§ **How to complete this task**
Leave the images behind and copy every record exactly.

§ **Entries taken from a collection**
=== Section Start ===
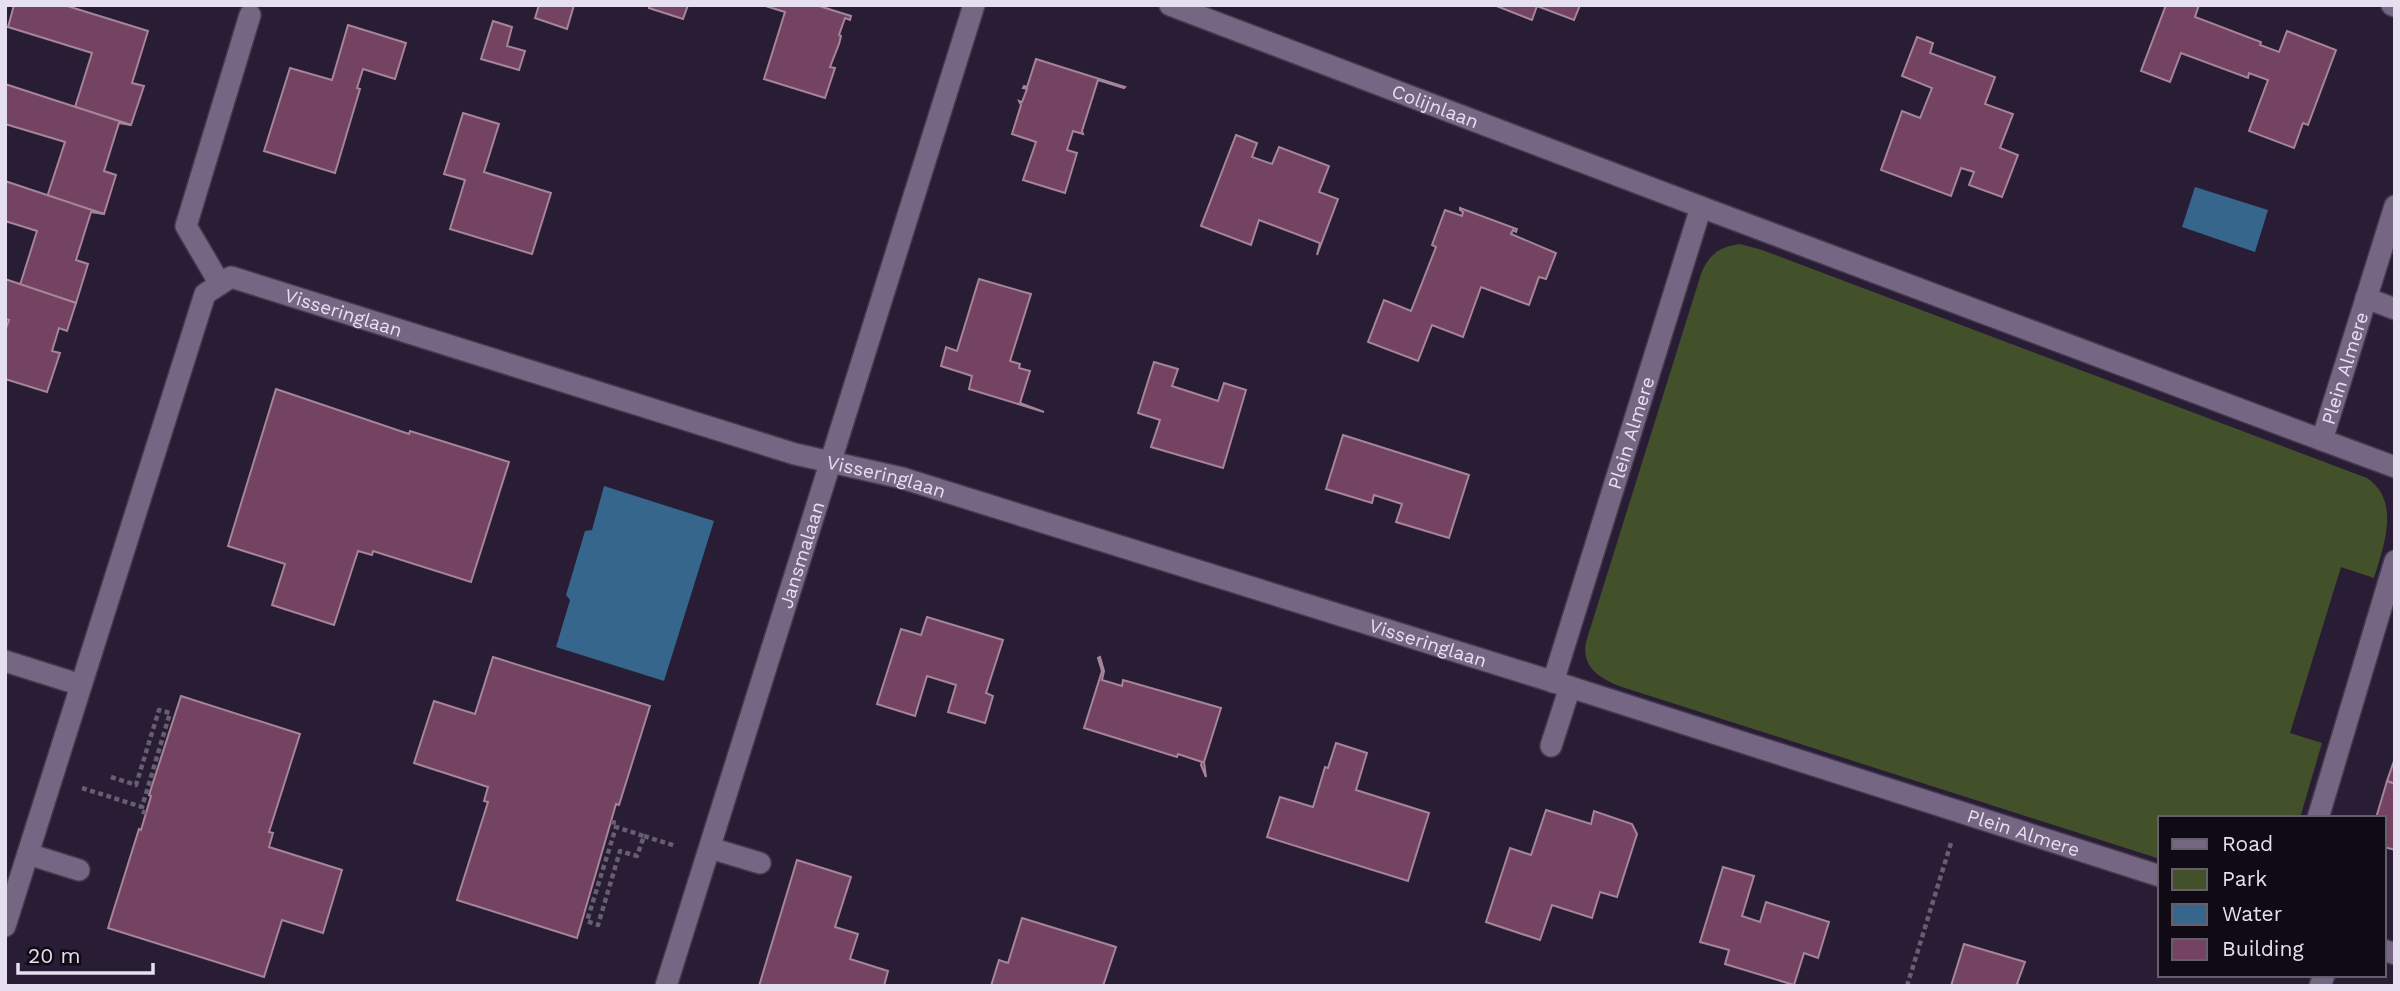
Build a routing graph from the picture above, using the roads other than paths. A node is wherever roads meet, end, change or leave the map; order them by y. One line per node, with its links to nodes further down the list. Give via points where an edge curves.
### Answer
1 (974, 5): 10 (street, Jansmalaan)
2 (1170, 5): 5 (street, Colijnlaan)
3 (250, 15): 6 (street, via 186,226)
4 (2395, 206): 7 (street, Plein Almere)
5 (1701, 207): 9 (street, Plein Almere); 15 (street, Plein Almere)
6 (220, 284): 10 (street, Visseringlaan, via 231,277 762,444); 14 (street, via 205,294)
7 (2366, 298): 8 (street, Plein Almere); 9 (street, Plein Almere)
8 (2395, 309)
9 (2322, 440): 11 (street, Plein Almere)
10 (831, 461): 15 (street, Visseringlaan, via 902,478); 18 (street, Jansmalaan)
11 (2395, 467)
12 (2395, 561): 17 (street)
13 (5, 661): 14 (street)
14 (81, 685): 19 (street)
15 (1561, 685): 16 (street); 22 (street, Plein Almere)
16 (1551, 746)
17 (2319, 816)
18 (710, 848): 20 (street); 24 (street, Jansmalaan)
19 (27, 854): 21 (street); 23 (street)
20 (760, 863)
21 (79, 870)
22 (2158, 875)
23 (5, 926)
24 (666, 986)

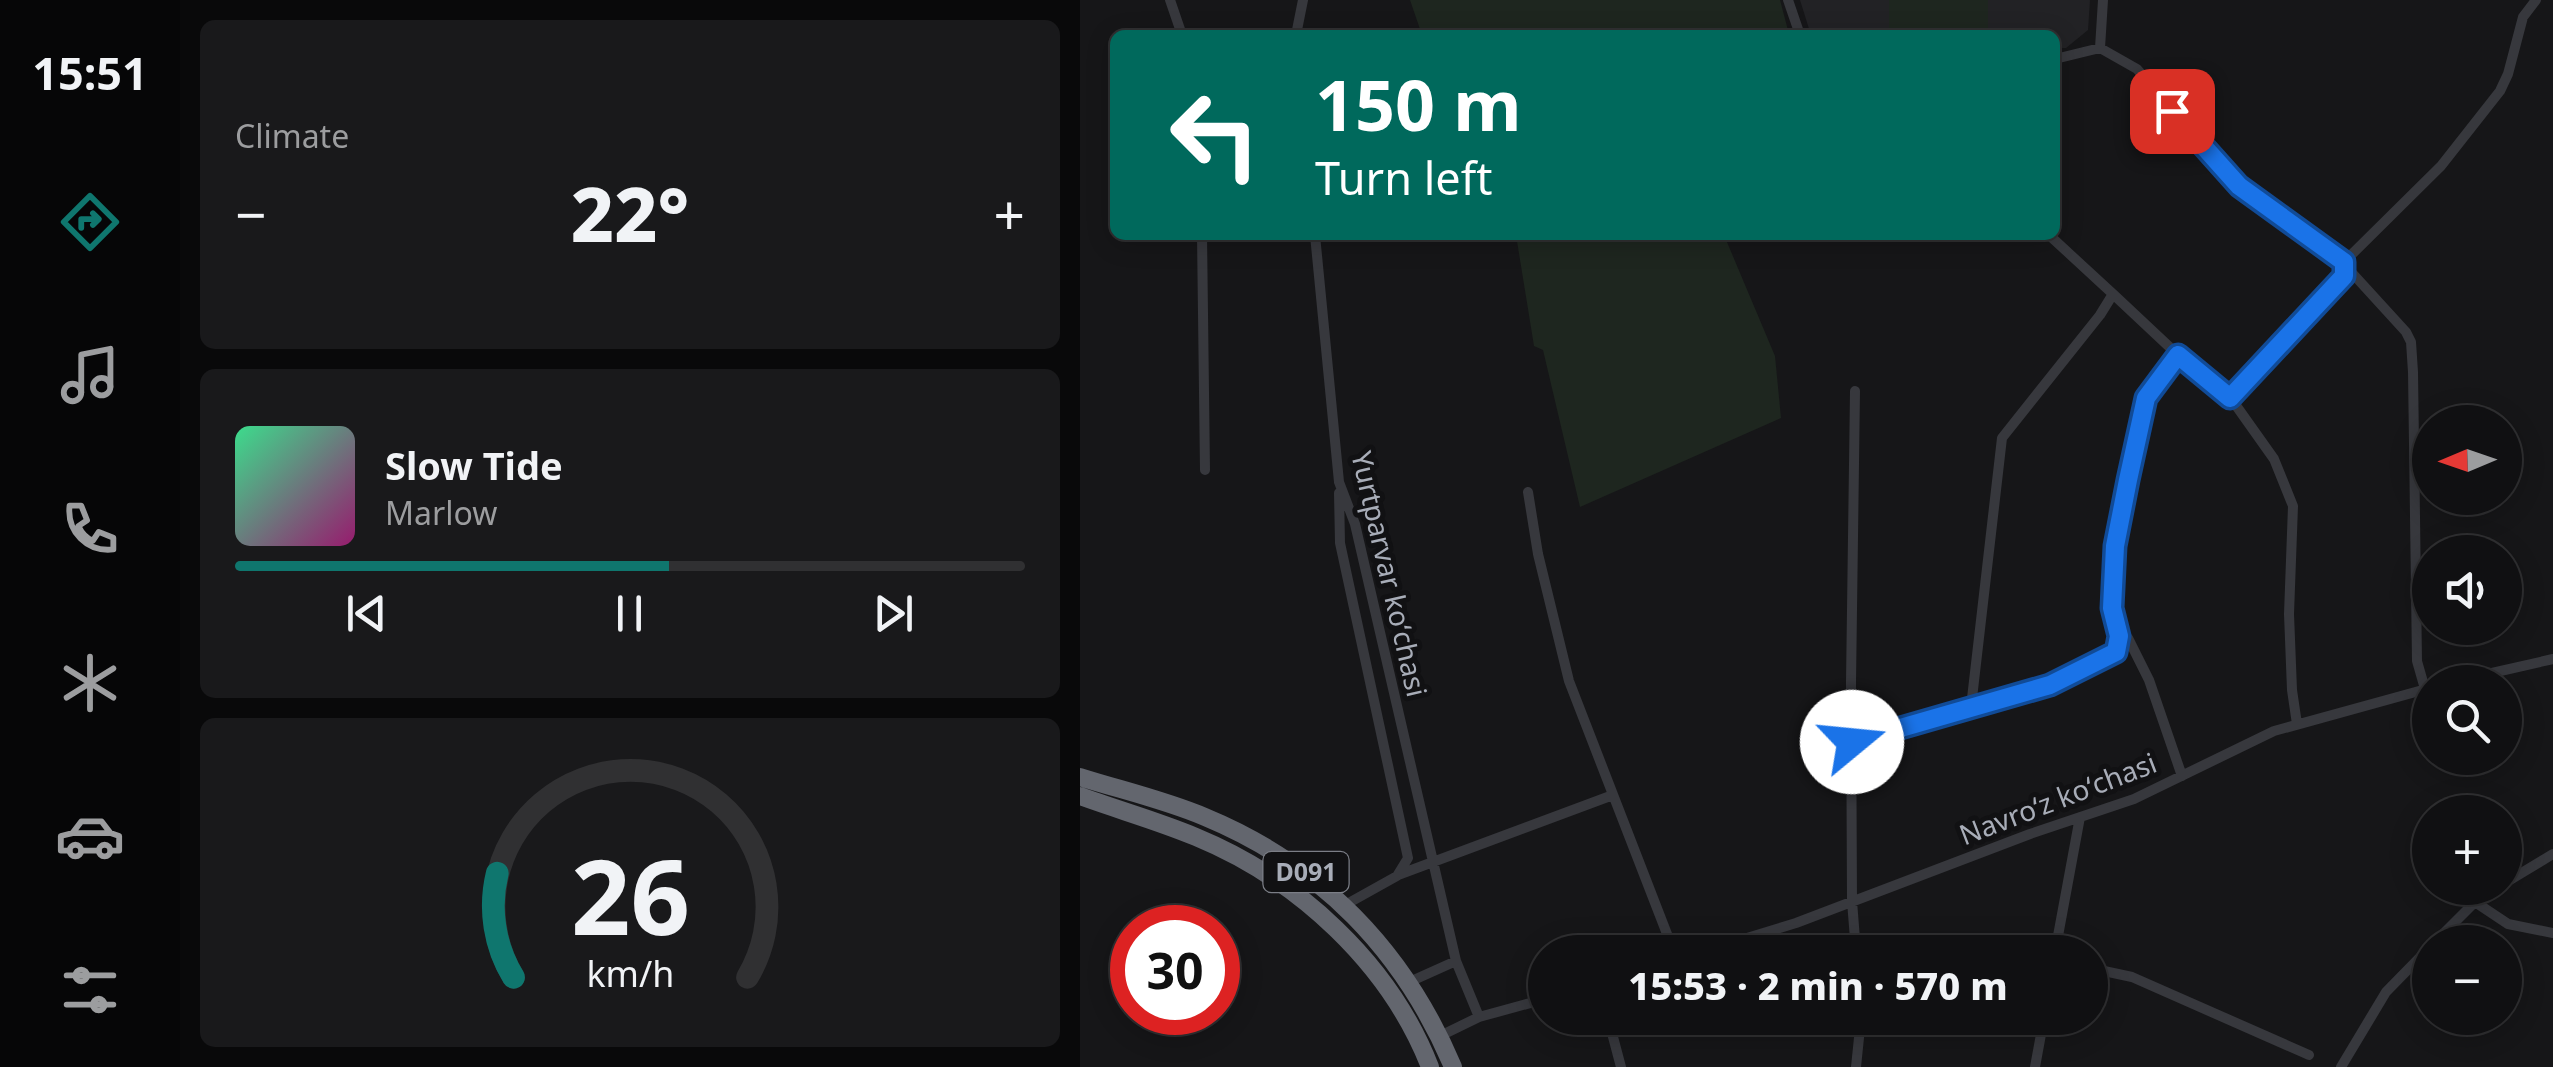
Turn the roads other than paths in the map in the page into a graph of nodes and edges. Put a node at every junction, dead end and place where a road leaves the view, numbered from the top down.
1 (1170, 0) edge
2 (1303, 0) edge
3 (1788, 0) edge
4 (2103, 0) edge
5 (2536, 0) edge
6 (1180, 30) edge
7 (1297, 30) edge
8 (1798, 30) edge
9 (2100, 48) junction
10 (2060, 58) edge
11 (1202, 240) edge
12 (1315, 240) edge
13 (2054, 240) edge
14 (2344, 262) junction
15 (2112, 294) junction
16 (2178, 355) junction
17 (1855, 391) dead end
18 (2230, 398) junction
19 (1205, 470) dead end
20 (1339, 482) junction
21 (1528, 492) dead end
22 (2119, 636) junction
23 (2553, 660) edge
24 (2419, 665) edge
25 (2522, 667) edge
26 (2412, 693) edge
27 (1971, 708) junction
28 (2297, 724) junction
29 (1852, 742) junction
30 (2182, 776) junction
31 (1080, 778) edge
32 (1612, 794) junction
33 (1080, 796) edge
34 (2080, 817) junction
35 (2553, 854) edge
36 (1434, 860) junction
37 (2522, 873) edge
38 (1397, 876) junction
39 (1852, 901) junction
40 (1345, 905) junction
41 (2472, 905) edge
42 (2480, 905) edge
43 (2452, 925) edge
44 (2553, 933) edge
45 (1667, 935) edge
46 (1757, 935) edge
47 (1855, 935) edge
48 (2059, 935) edge
49 (1456, 961) junction
50 (1393, 962) junction
51 (2412, 965) edge
52 (2108, 972) edge
53 (1376, 974) junction
54 (1407, 983) junction
55 (1528, 1004) edge
56 (1479, 1017) junction
57 (1613, 1035) edge
58 (1859, 1035) edge
59 (2041, 1035) edge
60 (1440, 1036) junction
61 (2310, 1055) dead end
62 (1853, 1066) edge
63 (1430, 1067) edge
64 (1453, 1067) edge
65 (1621, 1067) edge
66 (2035, 1067) edge
67 (2341, 1067) edge

1 - 6 street
2 - 7 street
3 - 8 street
4 - 9 street
5 - 14 street
9 - 10 street
9 - 14 street
11 - 19 street
12 - 20 street, Yurtparvar koʻchasi
13 - 15 street
14 - 18 street
14 - 24 street
15 - 16 street
15 - 27 street
16 - 18 street
16 - 22 street
17 - 29 street
18 - 28 street
20 - 36 street, Yurtparvar koʻchasi
20 - 38 street
21 - 32 street
22 - 27 street
22 - 30 street
23 - 25 street
26 - 28 street, Navroʻz koʻchasi
27 - 29 street
28 - 30 street, Navroʻz koʻchasi
29 - 39 street
30 - 34 street, Navroʻz koʻchasi
31 - 40 highway, D091
32 - 36 street
32 - 45 street
33 - 53 highway, D091
34 - 39 street, Navroʻz koʻchasi
34 - 48 street
35 - 37 street
36 - 38 street
36 - 49 street, Yurtparvar koʻchasi
38 - 40 street
39 - 46 street, Navroʻz koʻchasi
39 - 47 street
40 - 50 highway, D091
41 - 43 street
42 - 44 street
49 - 54 street
49 - 56 street, Yurtparvar koʻchasi
50 - 53 highway
50 - 54 highway, D091
51 - 67 street
52 - 61 street
53 - 63 highway, D091
54 - 60 highway, D091
55 - 56 street
56 - 60 street
57 - 65 street
58 - 62 street
59 - 66 street
60 - 64 highway, D091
=== Section End ===
§ **Task answer**
Build a routing graph from the picture above, using the roads other than paths. A node is wherever roads meet, end, change or leave the map; order them by y. One line per node, with its links to nodes further down the list. Give via points where an edge curves.
### Answer
1 (974, 5): 10 (street, Jansmalaan)
2 (1170, 5): 5 (street, Colijnlaan)
3 (250, 15): 6 (street, via 186,226)
4 (2395, 206): 7 (street, Plein Almere)
5 (1701, 207): 9 (street, Plein Almere); 15 (street, Plein Almere)
6 (220, 284): 10 (street, Visseringlaan, via 231,277 762,444); 14 (street, via 205,294)
7 (2366, 298): 8 (street, Plein Almere); 9 (street, Plein Almere)
8 (2395, 309)
9 (2322, 440): 11 (street, Plein Almere)
10 (831, 461): 15 (street, Visseringlaan, via 902,478); 18 (street, Jansmalaan)
11 (2395, 467)
12 (2395, 561): 17 (street)
13 (5, 661): 14 (street)
14 (81, 685): 19 (street)
15 (1561, 685): 16 (street); 22 (street, Plein Almere)
16 (1551, 746)
17 (2319, 816)
18 (710, 848): 20 (street); 24 (street, Jansmalaan)
19 (27, 854): 21 (street); 23 (street)
20 (760, 863)
21 (79, 870)
22 (2158, 875)
23 (5, 926)
24 (666, 986)

Turn the roads other than paths in the map in the page into a graph of nodes and edges. Put a node at every junction, dead end and place where a road leaves the view, numbered from the top down.
1 (1170, 0) edge
2 (1303, 0) edge
3 (1788, 0) edge
4 (2103, 0) edge
5 (2536, 0) edge
6 (1180, 30) edge
7 (1297, 30) edge
8 (1798, 30) edge
9 (2100, 48) junction
10 (2060, 58) edge
11 (1202, 240) edge
12 (1315, 240) edge
13 (2054, 240) edge
14 (2344, 262) junction
15 (2112, 294) junction
16 (2178, 355) junction
17 (1855, 391) dead end
18 (2230, 398) junction
19 (1205, 470) dead end
20 (1339, 482) junction
21 (1528, 492) dead end
22 (2119, 636) junction
23 (2553, 660) edge
24 (2419, 665) edge
25 (2522, 667) edge
26 (2412, 693) edge
27 (1971, 708) junction
28 (2297, 724) junction
29 (1852, 742) junction
30 (2182, 776) junction
31 (1080, 778) edge
32 (1612, 794) junction
33 (1080, 796) edge
34 (2080, 817) junction
35 (2553, 854) edge
36 (1434, 860) junction
37 (2522, 873) edge
38 (1397, 876) junction
39 (1852, 901) junction
40 (1345, 905) junction
41 (2472, 905) edge
42 (2480, 905) edge
43 (2452, 925) edge
44 (2553, 933) edge
45 (1667, 935) edge
46 (1757, 935) edge
47 (1855, 935) edge
48 (2059, 935) edge
49 (1456, 961) junction
50 (1393, 962) junction
51 (2412, 965) edge
52 (2108, 972) edge
53 (1376, 974) junction
54 (1407, 983) junction
55 (1528, 1004) edge
56 (1479, 1017) junction
57 (1613, 1035) edge
58 (1859, 1035) edge
59 (2041, 1035) edge
60 (1440, 1036) junction
61 (2310, 1055) dead end
62 (1853, 1066) edge
63 (1430, 1067) edge
64 (1453, 1067) edge
65 (1621, 1067) edge
66 (2035, 1067) edge
67 (2341, 1067) edge

1 - 6 street
2 - 7 street
3 - 8 street
4 - 9 street
5 - 14 street
9 - 10 street
9 - 14 street
11 - 19 street
12 - 20 street, Yurtparvar koʻchasi
13 - 15 street
14 - 18 street
14 - 24 street
15 - 16 street
15 - 27 street
16 - 18 street
16 - 22 street
17 - 29 street
18 - 28 street
20 - 36 street, Yurtparvar koʻchasi
20 - 38 street
21 - 32 street
22 - 27 street
22 - 30 street
23 - 25 street
26 - 28 street, Navroʻz koʻchasi
27 - 29 street
28 - 30 street, Navroʻz koʻchasi
29 - 39 street
30 - 34 street, Navroʻz koʻchasi
31 - 40 highway, D091
32 - 36 street
32 - 45 street
33 - 53 highway, D091
34 - 39 street, Navroʻz koʻchasi
34 - 48 street
35 - 37 street
36 - 38 street
36 - 49 street, Yurtparvar koʻchasi
38 - 40 street
39 - 46 street, Navroʻz koʻchasi
39 - 47 street
40 - 50 highway, D091
41 - 43 street
42 - 44 street
49 - 54 street
49 - 56 street, Yurtparvar koʻchasi
50 - 53 highway
50 - 54 highway, D091
51 - 67 street
52 - 61 street
53 - 63 highway, D091
54 - 60 highway, D091
55 - 56 street
56 - 60 street
57 - 65 street
58 - 62 street
59 - 66 street
60 - 64 highway, D091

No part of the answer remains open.